Besluit van 18 december 2000 tot wijziging van het
koninklijk besluit van 18 januari 1971, Stb. 27 (vaststelling wettelijke rente)
Wij Beatrix, bij de gratie Gods, Koningin der Nederlanden, Prinses van
Oranje-Nassau, enz. enz. enz.
Op voordracht van Onze Minister van Justitie van 30 november 2000, Directie
Wetgeving, no. 5065514/00/6, gedaan mede namens Onze Minister van Financiën;
Gelet op artikel 120 van Boek 6 van het Burgerlijk Wetboek;
De Raad van State gehoord (advies van 13 december 2000, no. W03.00.0572);
Gezien het nader rapport van Onze Minister van Justitie van 14 december
2000, no. 5070219/00/6, uitgebracht mede namens Onze Minister van Financiën;
Hebben goedgevonden en verstaan:
ARTIKEL I
In artikel 1 van het koninklijk besluit van 18 januari 1971, Stb. 271, wordt het woord «zes» vervangen door: acht.
ARTIKEL II
Dit besluit treedt in werking met ingang van 1 januari 2001.
Lasten en bevelen dat dit besluit met daarbij behorende nota van
toelichting in het Staatsblad zal worden geplaatst.
histnoot's-Gravenhage, 18 december 2000
Beatrix
De Minister van Justitie,
A. H. Korthals
De Minister van Financiën,
G. Zalm
Uitgegeven de zevenentwintigste december 2000
De Minister van Justitie,
A. H. Korthals
NOTA VAN TOELICHTING
Bij algemene maatregel van bestuur van 18 december 1997, Stb. 744, tot
wijziging van het koninklijk besluit van 18 januari 1971, Stb. 27, werd de
wettelijke rente met ingang van 1 januari 1998 vastgesteld op 6%. Overeenkomstig
de gehanteerde vaststellingssystematiek heeft dit percentage sinds die datum
geen wijziging meer ondergaan.
In de nota van toelichting bij het besluit van 18 december 1989, Stb.
570, is het systeem voor de bepaling van de hoogte van de wettelijke rente
uiteengezet. Aanpassing van het percentage van de wettelijke rente geschiedt,
voor zover nodig, halfjaarlijks per 1 januari en per 1 juli op basis van de
berekeningswijze promessedisconto vermeerderd met 2½ procentpunten
(peildatum ultimo oktober respectievelijk ultimo april). Met ingang van de
start van de Europese Monetaire Unie per 1 januari 1999 is het promessedisconto
echter komen te vervallen. In de ministeriële regeling van de Minister
van Financiën van 4 januari 1999 (Stct. 1999, nr. 2) is een regeling
getroffen met betrekking tot het vervallen van het promessedisconto. Ter vervanging
van het promessedisconto is tot 1 januari 2002 aangewezen de depositorente
van de Europese Centrale Bank (ECB) vermeerderd met 1¼ procentpunt.
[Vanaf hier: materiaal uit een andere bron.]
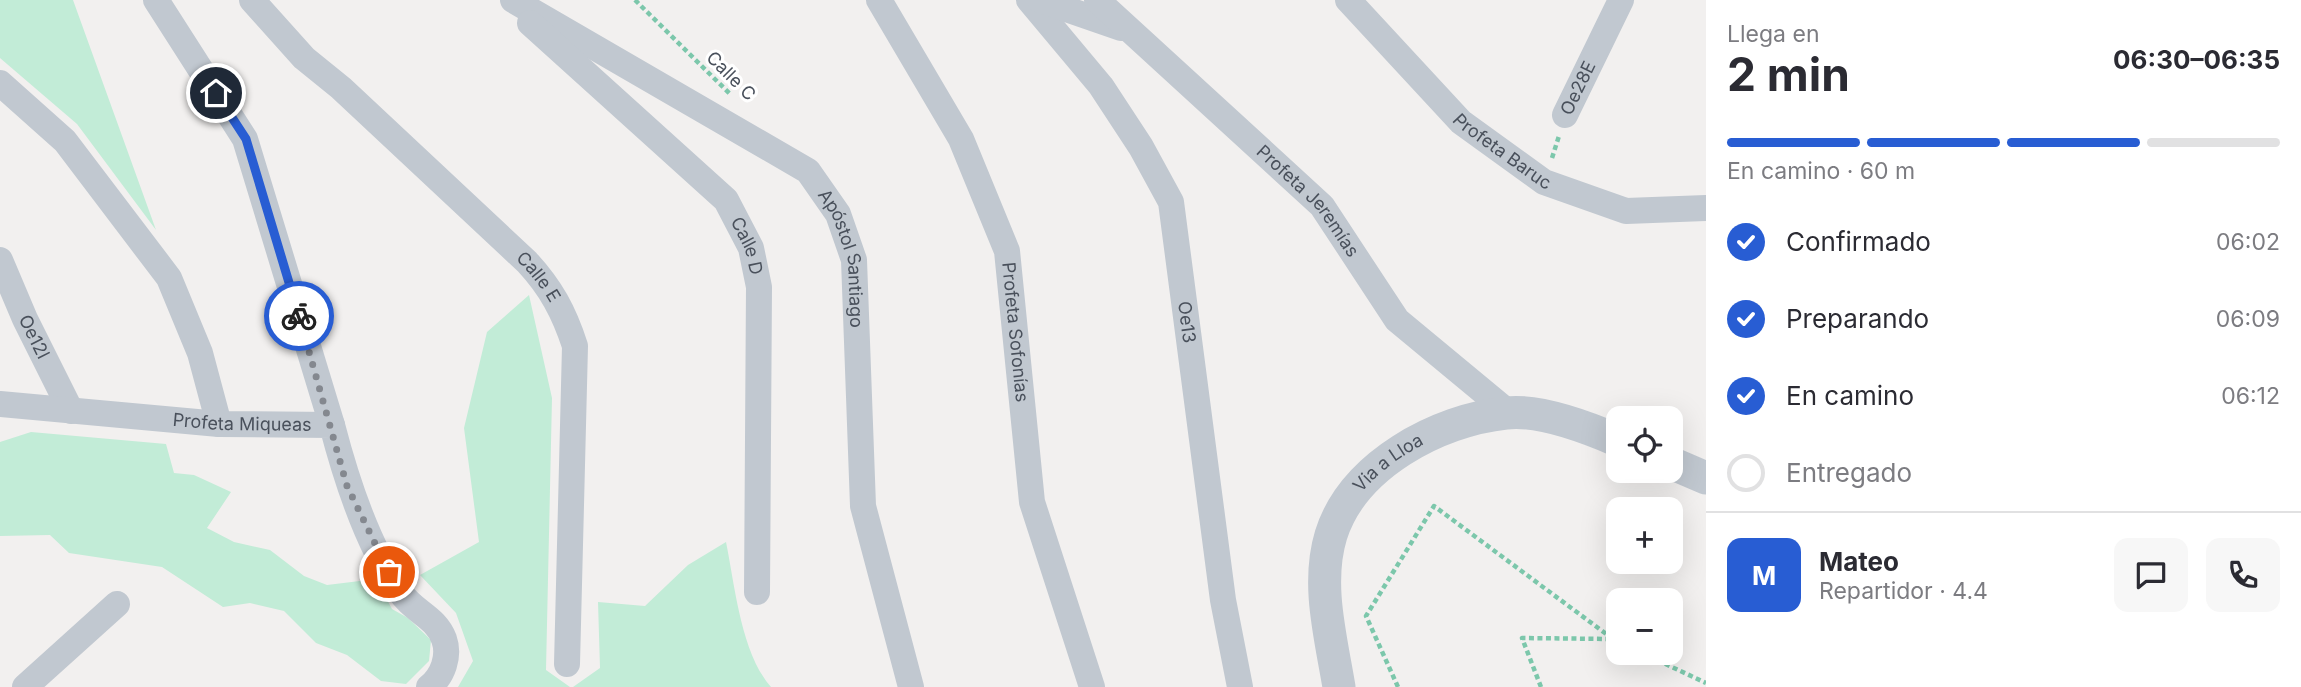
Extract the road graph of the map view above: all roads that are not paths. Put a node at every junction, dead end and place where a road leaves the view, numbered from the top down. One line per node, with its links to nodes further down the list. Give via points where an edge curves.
1 (156, 0): 20 (street, via 246,139)
2 (252, 0): 26 (street, Calle E, via 304,58 527,262 564,312 575,346)
3 (504, 0): 24 (street, Calle D, via 726,200 751,248 759,287)
4 (513, 0): 29 (street, Apóstol Santiago, via 808,171 838,214 854,260 863,506)
5 (879, 0): 30 (street, Profeta Sofonías, via 961,139 1007,251 1032,502)
6 (1029, 0): 31 (street, Oe13, via 1101,86 1171,202 1223,600)
7 (1040, 0): 11 (street)
8 (1097, 0): 11 (street, Profeta Jeremías)
9 (1348, 0): 14 (street, Profeta Baruc, via 1461,122 1544,182 1626,211)
10 (1621, 0): 13 (street, Oe28E)
11 (1131, 32): 18 (street, Profeta Jeremías, via 1322,206 1397,320)
12 (0, 83): 19 (street, via 65,141 169,278 200,354)
13 (1565, 115)
14 (1706, 208)
15 (0, 260): 17 (street, Oe12l)
16 (0, 404): 17 (street, Profeta Miqueas)
17 (71, 411): 19 (street, Profeta Miqueas)
18 (1508, 412): 21 (street, Via a Lloa, via 1551,418); 32 (street, Via a Lloa, via 1429,435 1397,454 1345,505 1331,534 1325,565 1325,597)
19 (219, 424): 20 (street, Profeta Miqueas)
20 (332, 425): 27 (street, Profeta Miqueas, via 347,486 389,572 401,594 440,629 445,642)
21 (1606, 437)
22 (1683, 468): 23 (street)
23 (1706, 478)
24 (757, 592)
25 (117, 604): 28 (street)
26 (567, 664)
27 (436, 679)
28 (25, 687)
29 (911, 687)
30 (1092, 687)
31 (1240, 687)
32 (1339, 687)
De hoogte van de wettelijke rente zal derhalve tot 1 januari 2002 worden gebaseerd
op de formule: depositorente van de ECB (peildatum ultimo oktober respectievelijk
ultimo april) + 1¼ procentpunt + 2½ procentpunt.
Om al te grote veranderingen te vermijden wordt een verlaging of verhoging
beperkt tot 2 procentpunten. Er vindt een afronding plaats van halven of meer
naar boven en overigens naar beneden. Per 1 juli (peildatum ultimo april)
van enig jaar is in beginsel eveneens wijziging van het percentage van de
wettelijke rente mogelijk, doch alleen indien de dan geldende wettelijke rente
die op dat moment zou gelden meer dan 1 procentpunt verschilt van de rente
die op dat moment zou gelden op basis van de hiervoor aangegeven berekeningswijze.
Per ultimo oktober bedroeg de depositorente van de ECB 3,75%. In overeenstemming
met de geschetste systematiek is het percentage van de wettelijke rente bepaald
op 8.
De Minister van Justitie,
A. H. Korthals
De Minister van Financiën,
G. Zalm
XNoot
1Laatstelijk gewijzigd bij besluit van 29 december 1997, Stb. 744.
XHistnoot
Het advies van de Raad van State wordt niet openbaar gemaakt op grond
van artikel 25a, vijfde lid jo vierde lid, onder b van de Wet op de Raad van
State, omdat het zonder meer instemmend luidt.